You could build completely new reports pointing at the new livefdb and livendb databases, but then your end-users will have to run two separate reports to get data about any patients admitted before the go-live and discharged after… and any kind of historical record-of-service reports will also have to be run separately.

Not so very convenient for your end-users!

SQL provides two solutions, however, and we will look at one of them here: using the UNION ALL keyword.

All In One

UNION ALL lets us run two (or more) separate queries against the DR server and combine the results; if and only if, the number of columns in the two queries matches and the datatypes of each column match. This lets us do something like:

-- First from Magic

SELECT MAV.UnitNumber
,MAV.VisitID
,MAV.AccountNumber
,COALESCE(MAV.ServiceDateTime,MAD.AdmitDateTime) AS ArrivalDateTime
,MAV.Status
FROM livemdb.dbo.AdmVisits MAV

LEFT JOIN livemdb.dbo.AdmittingData MAD ON ( MAD.VisitID = MAV.VisitID AND MAD.SourceID = MAV.SourceID )

WHERE COALESCE(MAV.ServiceDateTime,MAD.AdmitDateTime)
BETWEEN CONVERT(DATETIME,'2015-01-01 00:00:00',120)
AND CONVERT(DATETIME,'2015-12-31',120)
UNION ALL

-- Then from C/S

SELECT CAV.UnitNumber
,CAV.VisitID
,CAV.AccountNumber
,COALESCE(CAV.ServiceDateTime,CAD.AdmitDateTime) AS ArrivalDateTime
,CAV.Status
FROM livendb.dbo.AdmVisits CAV

LEFT JOIN livendb.dbo.AdmittingData CAD ON ( CAD.VisitID = CAV.VisitID AND CAD.SourceID = CAV.SourceID )

WHERE COALESCE(CAV.ServiceDateTime,CAD.AdmitDateTime)
BETWEEN CONVERT(DATETIME,'2015-01-01 00:00:00',120)
AND CONVERT(DATETIME,'2015-12-31',120)

When we launch this query the SQL engine splits the work into two parallel queries and executes them simultaneously.

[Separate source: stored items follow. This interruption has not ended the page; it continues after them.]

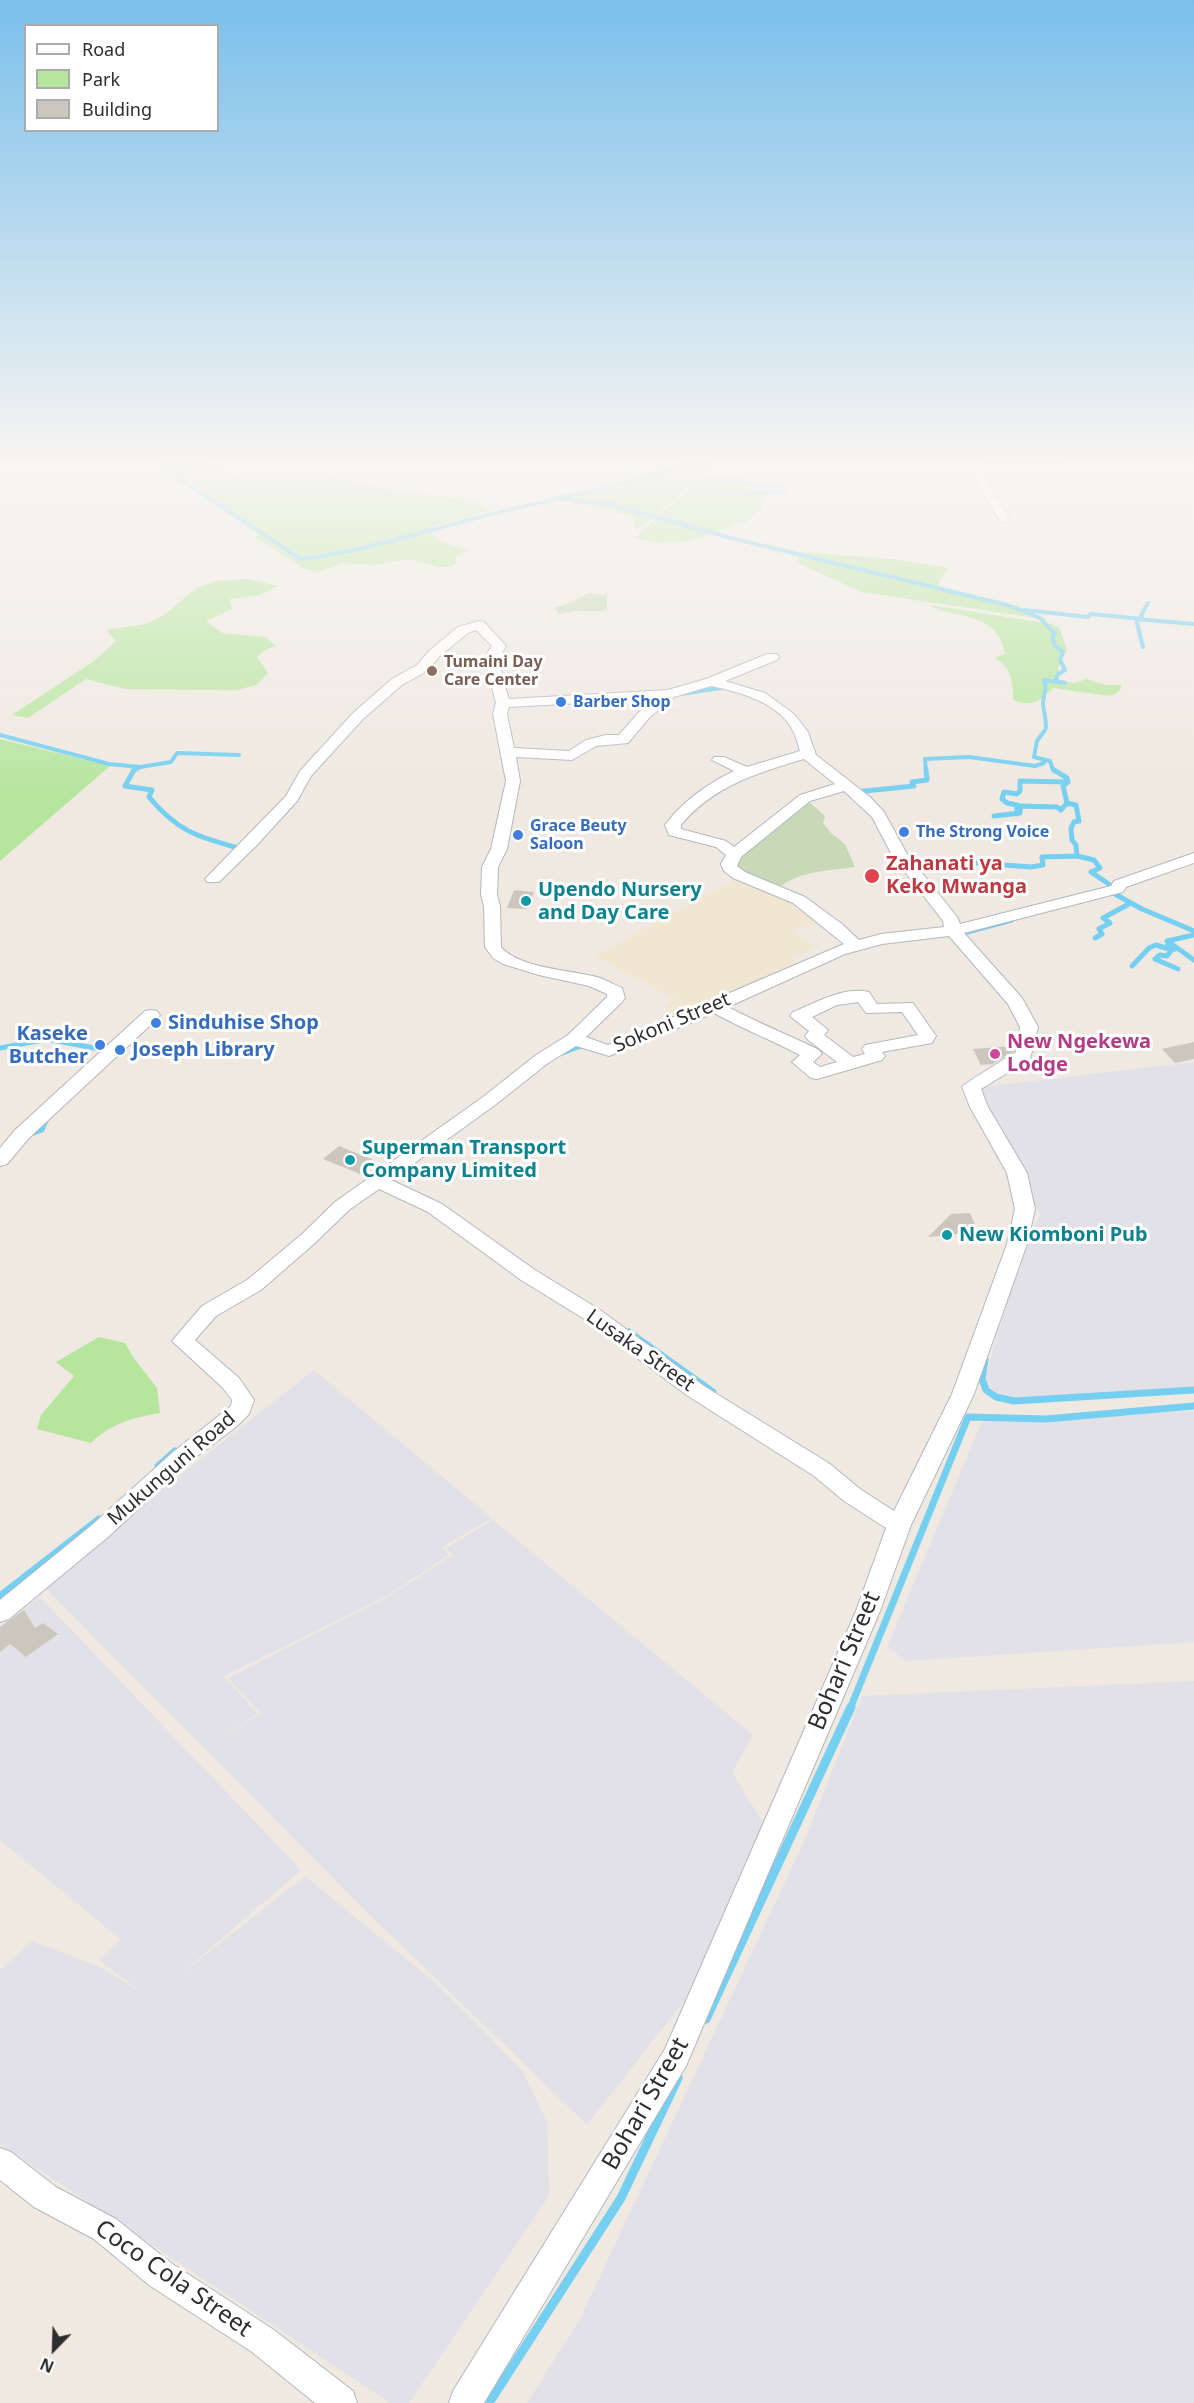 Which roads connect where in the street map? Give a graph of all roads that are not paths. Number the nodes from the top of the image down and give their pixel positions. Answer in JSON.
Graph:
{"nodes":[{"id":1,"x":772,"y":657,"type":"dead end"},
{"id":2,"x":711,"y":682,"type":"junction"},
{"id":3,"x":669,"y":694,"type":"junction"},
{"id":4,"x":503,"y":703,"type":"junction"},
{"id":5,"x":507,"y":752,"type":"junction"},
{"id":6,"x":808,"y":753,"type":"junction"},
{"id":7,"x":718,"y":760,"type":"dead end"},
{"id":8,"x":746,"y":772,"type":"junction"},
{"id":9,"x":847,"y":785,"type":"junction"},
{"id":10,"x":734,"y":854,"type":"junction"},
{"id":11,"x":1194,"y":858,"type":"edge"},
{"id":12,"x":213,"y":879,"type":"dead end"},
{"id":13,"x":953,"y":931,"type":"junction"},
{"id":14,"x":857,"y":944,"type":"junction"},
{"id":15,"x":714,"y":1006,"type":"junction"},
{"id":16,"x":151,"y":1015,"type":"dead end"},
{"id":17,"x":574,"y":1040,"type":"junction"},
{"id":18,"x":852,"y":1065,"type":"junction"},
{"id":19,"x":0,"y":1160,"type":"edge"},
{"id":20,"x":378,"y":1181,"type":"junction"},
{"id":21,"x":899,"y":1525,"type":"junction"},
{"id":22,"x":0,"y":1613,"type":"edge"},
{"id":23,"x":0,"y":2162,"type":"edge"},
{"id":24,"x":341,"y":2403,"type":"edge"},
{"id":25,"x":465,"y":2403,"type":"edge"}],
"edges":[{"from":1,"to":2,"type":"street"},
{"from":2,"to":3,"type":"street"},
{"from":2,"to":6,"type":"street"},
{"from":3,"to":4,"type":"street"},
{"from":3,"to":5,"type":"street"},
{"from":4,"to":5,"type":"street"},
{"from":4,"to":12,"type":"street"},
{"from":5,"to":17,"type":"street"},
{"from":6,"to":8,"type":"street"},
{"from":6,"to":9,"type":"street"},
{"from":7,"to":8,"type":"street"},
{"from":8,"to":10,"type":"street"},
{"from":9,"to":10,"type":"street"},
{"from":9,"to":13,"type":"street"},
{"from":10,"to":14,"type":"street"},
{"from":11,"to":13,"type":"street","name":"Sokoni Street"},
{"from":13,"to":14,"type":"street","name":"Sokoni Street"},
{"from":13,"to":21,"type":"street","name":"Bohari Street"},
{"from":14,"to":15,"type":"street","name":"Sokoni Street"},
{"from":15,"to":17,"type":"street","name":"Sokoni Street"},
{"from":15,"to":18,"type":"street"},
{"from":16,"to":19,"type":"street"},
{"from":17,"to":20,"type":"street"},
{"from":18,"to":18,"type":"street"},
{"from":20,"to":21,"type":"street","name":"Lusaka Street"},
{"from":20,"to":22,"type":"street","name":"Mukunguni Road"},
{"from":21,"to":25,"type":"street","name":"Bohari Street"},
{"from":23,"to":24,"type":"street","name":"Coco Cola Street"}]} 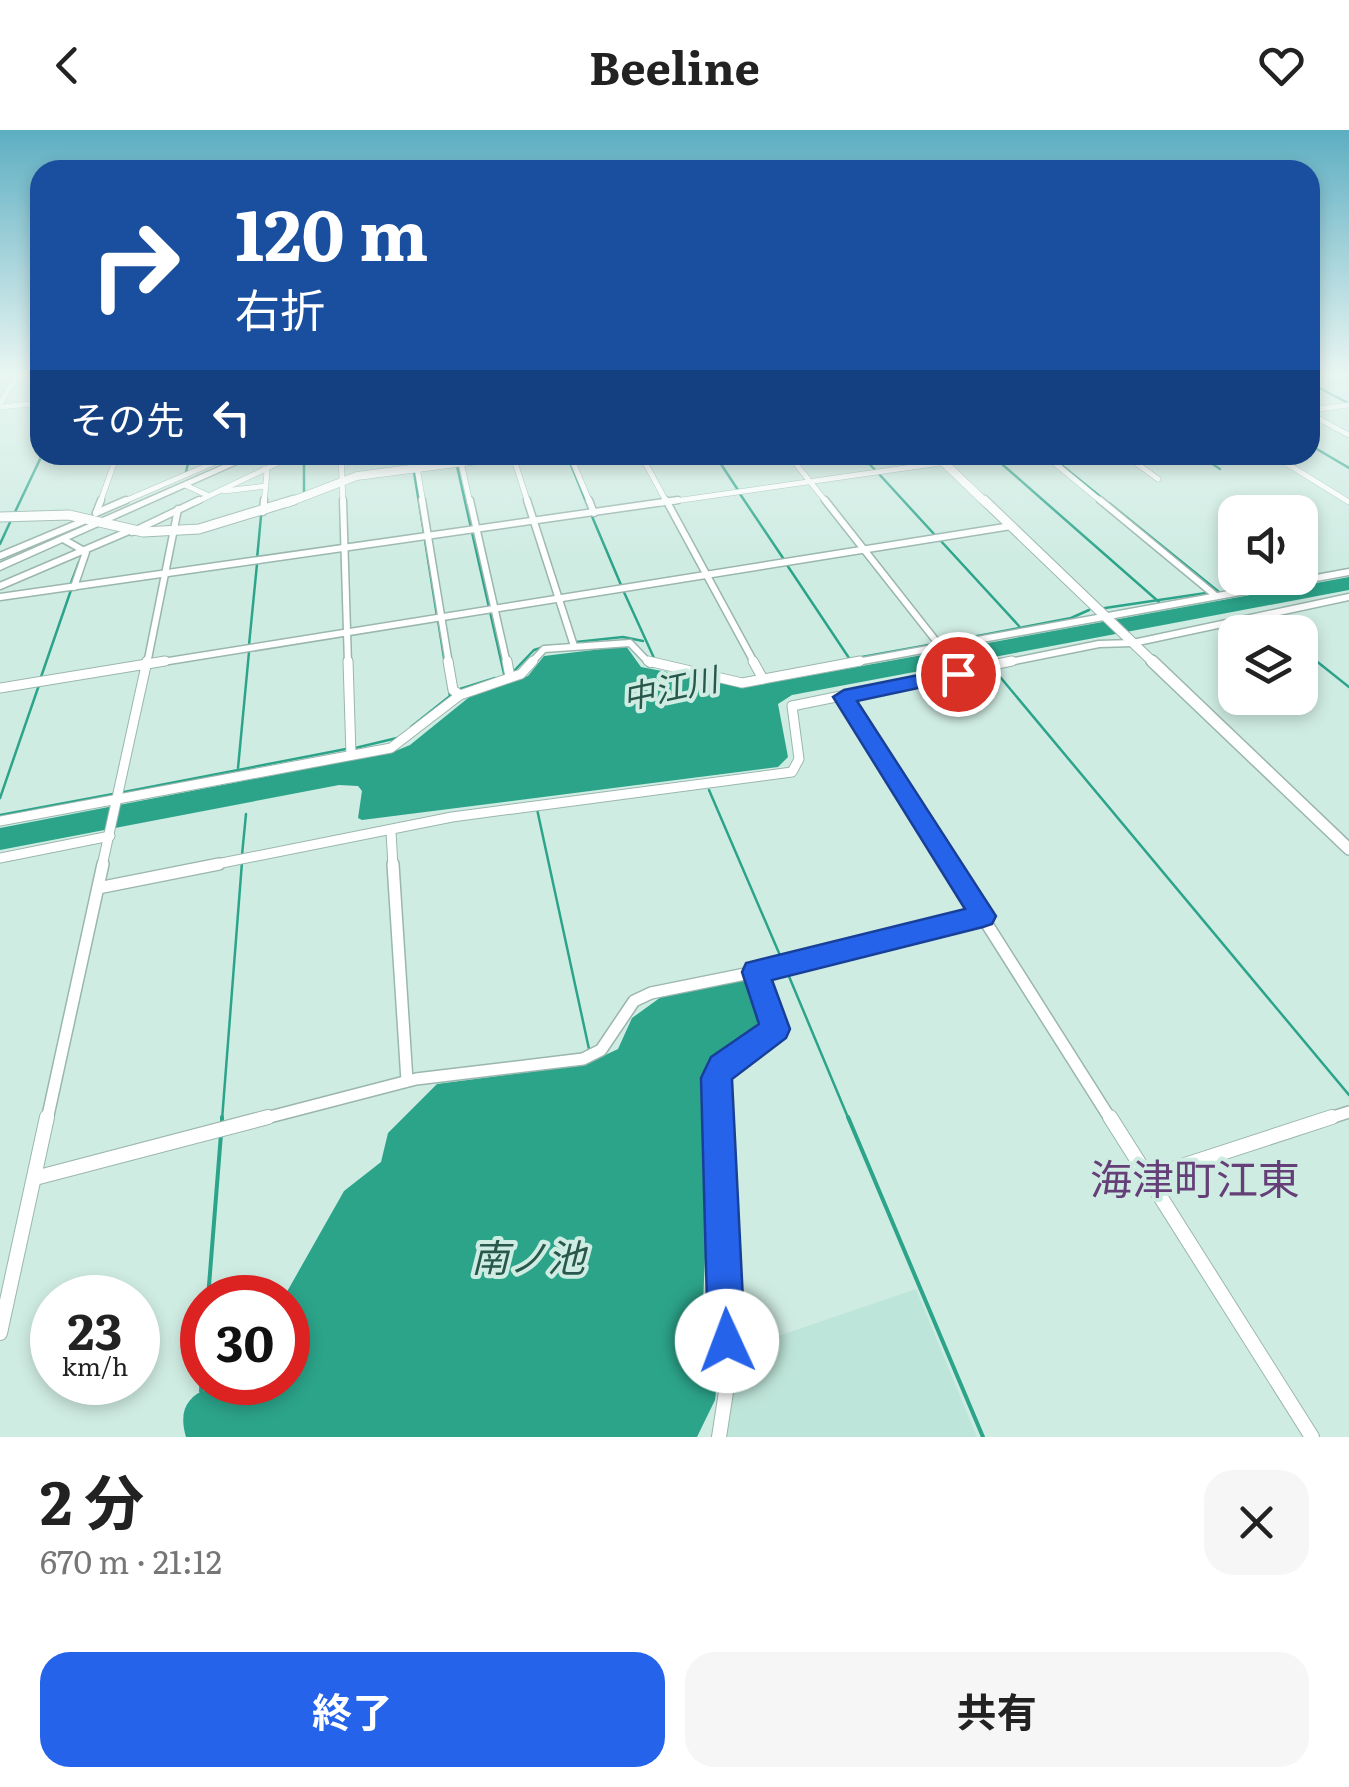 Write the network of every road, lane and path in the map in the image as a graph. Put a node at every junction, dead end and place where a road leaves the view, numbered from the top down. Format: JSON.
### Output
{"nodes":[{"id":1,"x":114,"y":465,"type":"edge"},
{"id":2,"x":211,"y":465,"type":"edge"},
{"id":3,"x":230,"y":465,"type":"edge"},
{"id":4,"x":273,"y":465,"type":"edge"},
{"id":5,"x":341,"y":465,"type":"edge"},
{"id":6,"x":417,"y":465,"type":"edge"},
{"id":7,"x":438,"y":465,"type":"edge"},
{"id":8,"x":459,"y":465,"type":"edge"},
{"id":9,"x":519,"y":465,"type":"edge"},
{"id":10,"x":574,"y":465,"type":"edge"},
{"id":11,"x":647,"y":465,"type":"edge"},
{"id":12,"x":797,"y":465,"type":"edge"},
{"id":13,"x":906,"y":465,"type":"edge"},
{"id":14,"x":946,"y":465,"type":"edge"},
{"id":15,"x":1058,"y":465,"type":"edge"},
{"id":16,"x":1139,"y":465,"type":"edge"},
{"id":17,"x":1289,"y":465,"type":"edge"},
{"id":18,"x":417,"y":468,"type":"junction"},
{"id":19,"x":264,"y":469,"type":"junction"},
{"id":20,"x":1158,"y":479,"type":"dead end"},
{"id":21,"x":342,"y":480,"type":"junction"},
{"id":22,"x":810,"y":482,"type":"junction"},
{"id":23,"x":185,"y":485,"type":"junction"},
{"id":24,"x":266,"y":486,"type":"junction"},
{"id":25,"x":212,"y":493,"type":"junction"},
{"id":26,"x":667,"y":502,"type":"junction"},
{"id":27,"x":1349,"y":502,"type":"edge"},
{"id":28,"x":178,"y":509,"type":"junction"},
{"id":29,"x":263,"y":512,"type":"junction"},
{"id":30,"x":594,"y":513,"type":"junction"},
{"id":31,"x":0,"y":517,"type":"edge"},
{"id":32,"x":97,"y":518,"type":"junction"},
{"id":33,"x":86,"y":519,"type":"junction"},
{"id":34,"x":535,"y":521,"type":"junction"},
{"id":35,"x":1011,"y":526,"type":"junction"},
{"id":36,"x":473,"y":530,"type":"junction"},
{"id":37,"x":130,"y":531,"type":"junction"},
{"id":38,"x":176,"y":532,"type":"junction"},
{"id":39,"x":428,"y":536,"type":"junction"},
{"id":40,"x":63,"y":540,"type":"junction"},
{"id":41,"x":344,"y":548,"type":"junction"},
{"id":42,"x":82,"y":550,"type":"junction"},
{"id":43,"x":863,"y":550,"type":"junction"},
{"id":44,"x":0,"y":556,"type":"edge"},
{"id":45,"x":0,"y":566,"type":"edge"},
{"id":46,"x":1349,"y":572,"type":"edge"},
{"id":47,"x":166,"y":573,"type":"junction"},
{"id":48,"x":706,"y":575,"type":"junction"},
{"id":49,"x":1318,"y":578,"type":"edge"},
{"id":50,"x":0,"y":586,"type":"edge"},
{"id":51,"x":74,"y":586,"type":"junction"},
{"id":52,"x":1218,"y":593,"type":"edge"},
{"id":53,"x":1220,"y":595,"type":"edge"},
{"id":54,"x":0,"y":597,"type":"edge"},
{"id":55,"x":560,"y":598,"type":"junction"},
{"id":56,"x":1349,"y":598,"type":"edge"},
{"id":57,"x":492,"y":609,"type":"junction"},
{"id":58,"x":1105,"y":616,"type":"junction"},
{"id":59,"x":442,"y":617,"type":"junction"},
{"id":60,"x":347,"y":632,"type":"junction"},
{"id":61,"x":1131,"y":640,"type":"junction"},
{"id":62,"x":574,"y":646,"type":"junction"},
{"id":63,"x":940,"y":646,"type":"junction"},
{"id":64,"x":147,"y":665,"type":"junction"},
{"id":65,"x":510,"y":676,"type":"junction"},
{"id":66,"x":762,"y":679,"type":"junction"},
{"id":67,"x":0,"y":688,"type":"edge"},
{"id":68,"x":460,"y":695,"type":"junction"},
{"id":69,"x":844,"y":697,"type":"junction"},
{"id":70,"x":351,"y":755,"type":"junction"},
{"id":71,"x":117,"y":801,"type":"junction"},
{"id":72,"x":0,"y":820,"type":"edge"},
{"id":73,"x":391,"y":832,"type":"junction"},
{"id":74,"x":111,"y":834,"type":"junction"},
{"id":75,"x":1349,"y":849,"type":"edge"},
{"id":76,"x":0,"y":858,"type":"edge"},
{"id":77,"x":98,"y":888,"type":"junction"},
{"id":78,"x":983,"y":916,"type":"junction"},
{"id":79,"x":757,"y":977,"type":"junction"},
{"id":80,"x":407,"y":1082,"type":"junction"},
{"id":81,"x":1349,"y":1112,"type":"edge"},
{"id":82,"x":1148,"y":1177,"type":"junction"},
{"id":83,"x":35,"y":1178,"type":"junction"},
{"id":84,"x":3,"y":1305,"type":"edge"},
{"id":85,"x":0,"y":1333,"type":"edge"},
{"id":86,"x":719,"y":1437,"type":"edge"},
{"id":87,"x":1312,"y":1437,"type":"edge"}],
"edges":[{"from":1,"to":32,"type":"street"},
{"from":2,"to":32,"type":"street"},
{"from":3,"to":23,"type":"main road"},
{"from":4,"to":19,"type":"street"},
{"from":5,"to":21,"type":"street"},
{"from":6,"to":18,"type":"street"},
{"from":7,"to":18,"type":"street"},
{"from":8,"to":36,"type":"street"},
{"from":9,"to":34,"type":"street"},
{"from":10,"to":30,"type":"street"},
{"from":11,"to":26,"type":"street"},
{"from":12,"to":22,"type":"street"},
{"from":13,"to":22,"type":"street"},
{"from":14,"to":35,"type":"street"},
{"from":15,"to":52,"type":"street"},
{"from":16,"to":20,"type":"street"},
{"from":17,"to":27,"type":"street"},
{"from":18,"to":21,"type":"street"},
{"from":18,"to":39,"type":"street"},
{"from":19,"to":24,"type":"street"},
{"from":19,"to":25,"type":"street"},
{"from":21,"to":29,"type":"street"},
{"from":21,"to":41,"type":"street"},
{"from":22,"to":26,"type":"street"},
{"from":22,"to":43,"type":"street"},
{"from":23,"to":25,"type":"street"},
{"from":23,"to":32,"type":"main road"},
{"from":24,"to":25,"type":"street"},
{"from":24,"to":29,"type":"street"},
{"from":25,"to":28,"type":"street"},
{"from":26,"to":30,"type":"street"},
{"from":26,"to":48,"type":"street"},
{"from":28,"to":37,"type":"street"},
{"from":28,"to":38,"type":"street"},
{"from":29,"to":38,"type":"street"},
{"from":30,"to":34,"type":"street"},
{"from":31,"to":33,"type":"street"},
{"from":32,"to":33,"type":"street"},
{"from":32,"to":37,"type":"street"},
{"from":32,"to":40,"type":"main road"},
{"from":33,"to":44,"type":"street"},
{"from":34,"to":36,"type":"street"},
{"from":34,"to":55,"type":"street"},
{"from":35,"to":43,"type":"street"},
{"from":35,"to":58,"type":"street"},
{"from":36,"to":39,"type":"street"},
{"from":36,"to":57,"type":"street"},
{"from":37,"to":38,"type":"street"},
{"from":37,"to":42,"type":"street"},
{"from":38,"to":47,"type":"street"},
{"from":39,"to":41,"type":"street"},
{"from":39,"to":59,"type":"street"},
{"from":40,"to":42,"type":"street"},
{"from":40,"to":45,"type":"main road"},
{"from":41,"to":47,"type":"street"},
{"from":41,"to":60,"type":"street"},
{"from":42,"to":50,"type":"street"},
{"from":42,"to":51,"type":"street"},
{"from":43,"to":48,"type":"street"},
{"from":43,"to":63,"type":"street"},
{"from":46,"to":49,"type":"street"},
{"from":47,"to":51,"type":"street"},
{"from":47,"to":64,"type":"street"},
{"from":48,"to":55,"type":"street"},
{"from":48,"to":66,"type":"street"},
{"from":51,"to":54,"type":"street"},
{"from":53,"to":58,"type":"street"},
{"from":55,"to":57,"type":"street"},
{"from":55,"to":62,"type":"street"},
{"from":56,"to":61,"type":"street"},
{"from":57,"to":59,"type":"street"},
{"from":57,"to":65,"type":"street"},
{"from":58,"to":61,"type":"street"},
{"from":58,"to":63,"type":"street"},
{"from":59,"to":60,"type":"street"},
{"from":59,"to":68,"type":"street"},
{"from":60,"to":64,"type":"street"},
{"from":60,"to":70,"type":"street"},
{"from":61,"to":69,"type":"street"},
{"from":61,"to":75,"type":"street"},
{"from":62,"to":65,"type":"street"},
{"from":62,"to":66,"type":"street"},
{"from":63,"to":66,"type":"street"},
{"from":64,"to":67,"type":"street"},
{"from":64,"to":71,"type":"street"},
{"from":65,"to":68,"type":"street"},
{"from":68,"to":70,"type":"street"},
{"from":69,"to":73,"type":"street"},
{"from":69,"to":78,"type":"street"},
{"from":70,"to":71,"type":"street"},
{"from":71,"to":72,"type":"street"},
{"from":71,"to":74,"type":"street"},
{"from":73,"to":77,"type":"street"},
{"from":73,"to":80,"type":"street"},
{"from":74,"to":76,"type":"street"},
{"from":74,"to":77,"type":"street"},
{"from":77,"to":83,"type":"street"},
{"from":78,"to":79,"type":"street"},
{"from":78,"to":82,"type":"street"},
{"from":79,"to":80,"type":"street"},
{"from":79,"to":86,"type":"street"},
{"from":80,"to":83,"type":"street"},
{"from":81,"to":82,"type":"street"},
{"from":82,"to":87,"type":"street"},
{"from":83,"to":84,"type":"street"},
{"from":84,"to":85,"type":"street"}]}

So performance can be quite good. MEDITECH’s data structure is challenging to speed, however, because we have to look at two (or more) different fields in different tables to get the ArrivalDateTime.

However, this will get us visits on either side of the gap at go-live and since the fields line up in number and type, the report we build on top of this won’t know the difference. And neither will the user!

Dangers of Union

One gotcha to watch out for with UNION, however, is that since each section runs in parallel with one another; if each part is hitting the same tables in the same database, sometimes they block each other – and then performance falls off a cliff while each waits for the other to release database page locks. And this is bad.

So our rule of thumb is to avoid using UNION with queries accessing the same tables in the same database. In our example, we don’t have this issue – the table names may be the same, but they are in entirely different databases.

In the version of UNION that we’ve looked at so far, we have the "ALL" keyword added – this just combines the results of the two queries into a single result-set.

Union to Unique

But there is also just plain old UNION, which compares the two result-sets and discards any duplicates, producing a single set of unique rows. That is sometimes useful, but that requires more overhead to compare two sets and produce a third to return to you.

Alternatives

If you find that you need to run two or more sets of queries against the same sets of tables and combine the results; you don’t want a UNION at all. That will get you the performance issues we’ve just mentioned. In this scenario you:

  1. Create a temp table with a common structure.
  2. Run each query in sequence, INSERT-ing the results into the temp table.
  3. Return the whole contents of the temp table to your report or extract.